** WHAT YOU WILL DO **
Only the lines containing "Parma" belong in the answer; find them in the material below.

** RECORD EXCERPTS **
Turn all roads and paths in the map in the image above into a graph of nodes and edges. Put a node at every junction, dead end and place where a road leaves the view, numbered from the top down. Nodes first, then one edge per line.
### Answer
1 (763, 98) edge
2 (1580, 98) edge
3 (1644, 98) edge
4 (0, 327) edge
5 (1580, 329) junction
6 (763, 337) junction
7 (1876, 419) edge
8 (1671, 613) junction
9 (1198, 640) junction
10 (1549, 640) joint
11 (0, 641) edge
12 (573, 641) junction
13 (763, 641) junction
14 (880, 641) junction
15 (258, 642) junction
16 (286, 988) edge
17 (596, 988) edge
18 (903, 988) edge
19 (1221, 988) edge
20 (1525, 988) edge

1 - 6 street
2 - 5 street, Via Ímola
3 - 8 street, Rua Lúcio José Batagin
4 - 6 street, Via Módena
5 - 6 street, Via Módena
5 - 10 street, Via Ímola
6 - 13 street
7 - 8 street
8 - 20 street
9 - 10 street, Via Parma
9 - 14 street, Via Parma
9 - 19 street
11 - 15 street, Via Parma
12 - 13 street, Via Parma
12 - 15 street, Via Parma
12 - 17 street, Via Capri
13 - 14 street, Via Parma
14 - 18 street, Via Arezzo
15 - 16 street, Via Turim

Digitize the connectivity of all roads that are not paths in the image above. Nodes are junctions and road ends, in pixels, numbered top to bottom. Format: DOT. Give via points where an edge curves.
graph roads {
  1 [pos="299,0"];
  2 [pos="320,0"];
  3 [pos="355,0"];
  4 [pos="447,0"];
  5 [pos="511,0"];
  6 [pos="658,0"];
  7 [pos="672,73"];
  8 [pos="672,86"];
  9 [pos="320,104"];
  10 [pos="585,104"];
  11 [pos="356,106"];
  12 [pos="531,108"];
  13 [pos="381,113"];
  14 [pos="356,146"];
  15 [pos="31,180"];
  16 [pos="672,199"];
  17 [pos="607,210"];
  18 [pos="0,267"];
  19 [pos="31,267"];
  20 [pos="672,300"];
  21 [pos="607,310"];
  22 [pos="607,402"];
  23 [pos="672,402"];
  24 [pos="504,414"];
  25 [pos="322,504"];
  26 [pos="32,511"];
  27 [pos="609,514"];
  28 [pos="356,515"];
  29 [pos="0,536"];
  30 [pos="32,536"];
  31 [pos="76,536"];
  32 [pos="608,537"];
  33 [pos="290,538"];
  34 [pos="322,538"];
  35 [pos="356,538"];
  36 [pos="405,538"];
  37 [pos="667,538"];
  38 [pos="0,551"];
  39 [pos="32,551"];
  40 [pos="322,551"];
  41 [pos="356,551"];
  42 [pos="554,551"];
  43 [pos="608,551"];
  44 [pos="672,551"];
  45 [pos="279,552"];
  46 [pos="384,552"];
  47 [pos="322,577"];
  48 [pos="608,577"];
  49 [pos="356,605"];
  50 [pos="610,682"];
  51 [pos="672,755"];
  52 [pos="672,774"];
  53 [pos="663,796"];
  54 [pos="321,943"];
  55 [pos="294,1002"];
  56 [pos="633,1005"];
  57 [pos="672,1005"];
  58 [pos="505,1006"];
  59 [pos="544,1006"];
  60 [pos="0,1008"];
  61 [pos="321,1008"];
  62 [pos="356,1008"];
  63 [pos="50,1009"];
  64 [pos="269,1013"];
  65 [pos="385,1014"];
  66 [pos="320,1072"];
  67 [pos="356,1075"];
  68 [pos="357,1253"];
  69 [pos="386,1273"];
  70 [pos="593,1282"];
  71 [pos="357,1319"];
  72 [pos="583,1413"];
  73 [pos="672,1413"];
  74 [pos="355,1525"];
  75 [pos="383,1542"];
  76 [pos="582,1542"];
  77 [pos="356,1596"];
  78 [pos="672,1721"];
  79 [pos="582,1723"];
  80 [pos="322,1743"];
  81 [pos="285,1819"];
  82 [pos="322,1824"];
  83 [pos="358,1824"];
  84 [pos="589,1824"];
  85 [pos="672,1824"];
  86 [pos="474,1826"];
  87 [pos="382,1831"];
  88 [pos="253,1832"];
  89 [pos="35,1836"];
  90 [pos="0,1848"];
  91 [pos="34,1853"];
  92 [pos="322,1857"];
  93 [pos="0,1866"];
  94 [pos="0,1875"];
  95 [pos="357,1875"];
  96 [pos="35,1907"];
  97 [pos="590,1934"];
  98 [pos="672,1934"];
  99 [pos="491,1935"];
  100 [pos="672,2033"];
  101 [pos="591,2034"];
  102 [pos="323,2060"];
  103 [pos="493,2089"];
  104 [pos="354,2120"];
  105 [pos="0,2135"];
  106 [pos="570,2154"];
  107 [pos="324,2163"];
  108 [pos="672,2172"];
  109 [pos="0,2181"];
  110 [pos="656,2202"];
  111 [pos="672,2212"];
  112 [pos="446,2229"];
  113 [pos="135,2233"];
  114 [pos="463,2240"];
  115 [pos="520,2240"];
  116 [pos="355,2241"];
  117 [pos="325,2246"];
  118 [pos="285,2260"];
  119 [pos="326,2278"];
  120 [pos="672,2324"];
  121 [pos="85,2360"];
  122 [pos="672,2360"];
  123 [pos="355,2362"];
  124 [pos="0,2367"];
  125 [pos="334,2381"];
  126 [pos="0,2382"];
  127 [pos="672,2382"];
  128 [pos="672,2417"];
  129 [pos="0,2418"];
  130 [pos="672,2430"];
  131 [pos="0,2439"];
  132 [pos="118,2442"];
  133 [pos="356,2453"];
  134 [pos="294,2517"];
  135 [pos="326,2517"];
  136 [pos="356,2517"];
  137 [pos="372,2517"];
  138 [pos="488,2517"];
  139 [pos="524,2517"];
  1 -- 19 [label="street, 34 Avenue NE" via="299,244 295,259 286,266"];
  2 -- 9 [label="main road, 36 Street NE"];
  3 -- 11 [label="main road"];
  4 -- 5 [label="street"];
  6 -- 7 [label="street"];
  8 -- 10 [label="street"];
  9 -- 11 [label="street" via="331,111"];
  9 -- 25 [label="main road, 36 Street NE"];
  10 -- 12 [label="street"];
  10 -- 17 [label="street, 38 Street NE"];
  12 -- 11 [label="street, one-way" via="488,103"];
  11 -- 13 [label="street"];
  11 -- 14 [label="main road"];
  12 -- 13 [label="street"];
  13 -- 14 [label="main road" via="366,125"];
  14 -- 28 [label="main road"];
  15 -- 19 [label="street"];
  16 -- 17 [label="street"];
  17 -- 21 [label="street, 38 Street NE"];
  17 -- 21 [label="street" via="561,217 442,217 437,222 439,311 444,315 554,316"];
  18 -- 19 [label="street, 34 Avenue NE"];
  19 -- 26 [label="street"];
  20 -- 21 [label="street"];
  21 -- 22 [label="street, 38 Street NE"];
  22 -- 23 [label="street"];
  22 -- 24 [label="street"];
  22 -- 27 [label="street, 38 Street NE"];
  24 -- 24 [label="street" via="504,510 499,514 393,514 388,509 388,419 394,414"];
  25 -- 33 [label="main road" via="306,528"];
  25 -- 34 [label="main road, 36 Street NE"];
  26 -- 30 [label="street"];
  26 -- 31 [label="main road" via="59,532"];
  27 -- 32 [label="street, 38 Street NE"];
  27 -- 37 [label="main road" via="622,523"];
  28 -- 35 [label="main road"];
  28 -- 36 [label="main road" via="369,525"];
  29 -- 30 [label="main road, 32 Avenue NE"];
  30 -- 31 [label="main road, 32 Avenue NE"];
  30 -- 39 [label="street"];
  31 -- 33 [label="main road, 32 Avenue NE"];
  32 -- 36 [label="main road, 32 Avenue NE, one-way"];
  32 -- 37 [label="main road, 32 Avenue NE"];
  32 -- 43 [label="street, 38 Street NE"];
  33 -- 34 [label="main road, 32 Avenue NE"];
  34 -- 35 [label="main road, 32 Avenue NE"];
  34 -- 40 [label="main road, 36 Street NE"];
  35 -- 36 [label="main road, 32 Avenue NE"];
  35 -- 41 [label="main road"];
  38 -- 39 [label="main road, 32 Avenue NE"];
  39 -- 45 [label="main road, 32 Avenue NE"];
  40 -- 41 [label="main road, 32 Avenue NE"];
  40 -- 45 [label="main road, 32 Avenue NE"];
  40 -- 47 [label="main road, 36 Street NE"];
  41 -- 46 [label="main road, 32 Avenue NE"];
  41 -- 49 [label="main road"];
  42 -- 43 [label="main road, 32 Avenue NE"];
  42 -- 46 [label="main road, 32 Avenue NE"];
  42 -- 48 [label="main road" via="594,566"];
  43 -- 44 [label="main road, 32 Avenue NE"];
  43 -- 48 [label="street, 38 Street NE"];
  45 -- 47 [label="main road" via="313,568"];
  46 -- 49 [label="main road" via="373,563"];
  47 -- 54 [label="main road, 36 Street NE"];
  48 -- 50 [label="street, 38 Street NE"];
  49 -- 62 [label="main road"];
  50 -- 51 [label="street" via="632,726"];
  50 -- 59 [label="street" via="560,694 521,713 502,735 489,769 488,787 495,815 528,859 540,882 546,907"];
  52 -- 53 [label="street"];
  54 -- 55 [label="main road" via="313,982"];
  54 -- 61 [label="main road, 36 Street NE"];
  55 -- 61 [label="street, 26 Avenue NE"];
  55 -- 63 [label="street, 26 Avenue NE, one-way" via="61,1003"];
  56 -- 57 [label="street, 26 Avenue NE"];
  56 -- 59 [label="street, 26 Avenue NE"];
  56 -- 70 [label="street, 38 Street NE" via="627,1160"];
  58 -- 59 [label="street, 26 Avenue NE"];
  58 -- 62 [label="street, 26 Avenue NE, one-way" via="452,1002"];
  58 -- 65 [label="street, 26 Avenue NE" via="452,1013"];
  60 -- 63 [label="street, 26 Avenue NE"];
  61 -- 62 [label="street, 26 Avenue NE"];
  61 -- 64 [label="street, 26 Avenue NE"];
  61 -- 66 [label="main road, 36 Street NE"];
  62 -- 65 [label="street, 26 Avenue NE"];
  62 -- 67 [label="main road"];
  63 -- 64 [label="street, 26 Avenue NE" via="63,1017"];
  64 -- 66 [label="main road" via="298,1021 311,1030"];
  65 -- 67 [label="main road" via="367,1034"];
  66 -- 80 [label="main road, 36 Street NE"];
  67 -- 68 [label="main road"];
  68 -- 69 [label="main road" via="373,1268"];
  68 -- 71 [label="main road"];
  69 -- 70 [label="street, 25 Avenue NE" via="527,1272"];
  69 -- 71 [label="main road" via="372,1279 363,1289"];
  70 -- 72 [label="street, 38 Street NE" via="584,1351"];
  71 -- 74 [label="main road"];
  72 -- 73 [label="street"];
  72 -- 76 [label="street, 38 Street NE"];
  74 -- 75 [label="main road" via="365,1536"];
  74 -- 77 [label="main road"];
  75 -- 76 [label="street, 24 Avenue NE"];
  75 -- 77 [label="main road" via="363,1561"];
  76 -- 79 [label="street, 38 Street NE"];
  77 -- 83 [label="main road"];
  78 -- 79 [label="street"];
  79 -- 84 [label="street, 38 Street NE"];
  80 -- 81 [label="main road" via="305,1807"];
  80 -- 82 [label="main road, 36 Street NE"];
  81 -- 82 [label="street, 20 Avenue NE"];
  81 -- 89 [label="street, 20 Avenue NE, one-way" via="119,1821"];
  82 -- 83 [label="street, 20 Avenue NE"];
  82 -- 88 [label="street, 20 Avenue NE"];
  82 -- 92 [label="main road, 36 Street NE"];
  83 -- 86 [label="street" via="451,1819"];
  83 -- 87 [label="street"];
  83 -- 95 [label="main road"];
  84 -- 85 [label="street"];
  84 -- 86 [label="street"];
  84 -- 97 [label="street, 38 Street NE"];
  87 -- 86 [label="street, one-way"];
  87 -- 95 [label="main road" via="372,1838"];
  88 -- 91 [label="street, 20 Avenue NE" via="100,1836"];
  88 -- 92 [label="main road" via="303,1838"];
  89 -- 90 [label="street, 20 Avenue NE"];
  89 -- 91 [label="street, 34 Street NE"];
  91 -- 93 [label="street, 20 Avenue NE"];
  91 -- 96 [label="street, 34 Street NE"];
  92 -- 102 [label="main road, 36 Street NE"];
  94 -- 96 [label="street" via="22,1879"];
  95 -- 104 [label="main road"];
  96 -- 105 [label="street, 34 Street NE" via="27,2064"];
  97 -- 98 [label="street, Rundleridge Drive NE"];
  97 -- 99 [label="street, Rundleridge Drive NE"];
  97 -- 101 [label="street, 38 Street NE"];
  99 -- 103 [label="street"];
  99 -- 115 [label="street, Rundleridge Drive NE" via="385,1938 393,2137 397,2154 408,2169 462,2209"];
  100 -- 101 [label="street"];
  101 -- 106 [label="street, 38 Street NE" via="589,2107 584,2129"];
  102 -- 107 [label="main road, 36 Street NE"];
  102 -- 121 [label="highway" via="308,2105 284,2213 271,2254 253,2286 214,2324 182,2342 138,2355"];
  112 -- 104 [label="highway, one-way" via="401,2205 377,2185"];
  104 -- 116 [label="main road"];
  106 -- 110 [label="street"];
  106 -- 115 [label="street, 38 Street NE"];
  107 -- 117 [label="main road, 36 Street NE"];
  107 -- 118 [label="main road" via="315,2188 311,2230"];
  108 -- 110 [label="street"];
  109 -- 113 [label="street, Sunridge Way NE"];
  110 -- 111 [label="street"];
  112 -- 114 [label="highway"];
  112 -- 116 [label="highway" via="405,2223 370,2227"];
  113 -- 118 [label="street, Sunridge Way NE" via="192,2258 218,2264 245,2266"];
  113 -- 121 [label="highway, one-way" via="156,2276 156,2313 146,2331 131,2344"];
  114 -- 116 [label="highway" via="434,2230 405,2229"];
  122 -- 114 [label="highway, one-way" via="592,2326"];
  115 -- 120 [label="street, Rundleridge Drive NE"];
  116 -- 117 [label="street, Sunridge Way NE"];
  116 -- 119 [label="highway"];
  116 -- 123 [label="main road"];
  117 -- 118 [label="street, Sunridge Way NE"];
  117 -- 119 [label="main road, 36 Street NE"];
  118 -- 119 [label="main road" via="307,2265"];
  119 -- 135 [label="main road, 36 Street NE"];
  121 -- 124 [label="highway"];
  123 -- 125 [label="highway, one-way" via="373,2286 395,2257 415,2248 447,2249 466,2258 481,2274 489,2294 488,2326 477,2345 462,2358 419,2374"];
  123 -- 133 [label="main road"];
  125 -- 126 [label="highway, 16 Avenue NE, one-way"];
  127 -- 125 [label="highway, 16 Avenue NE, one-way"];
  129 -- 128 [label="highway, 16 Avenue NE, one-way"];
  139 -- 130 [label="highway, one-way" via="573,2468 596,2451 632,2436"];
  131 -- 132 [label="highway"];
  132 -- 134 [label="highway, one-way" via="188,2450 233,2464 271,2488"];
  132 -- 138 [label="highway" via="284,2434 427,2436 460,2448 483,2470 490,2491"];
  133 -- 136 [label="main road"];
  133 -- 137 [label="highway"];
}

** OUTPUT BELOW **
9 - 10 street, Via Parma
9 - 14 street, Via Parma
11 - 15 street, Via Parma
12 - 13 street, Via Parma
12 - 15 street, Via Parma
13 - 14 street, Via Parma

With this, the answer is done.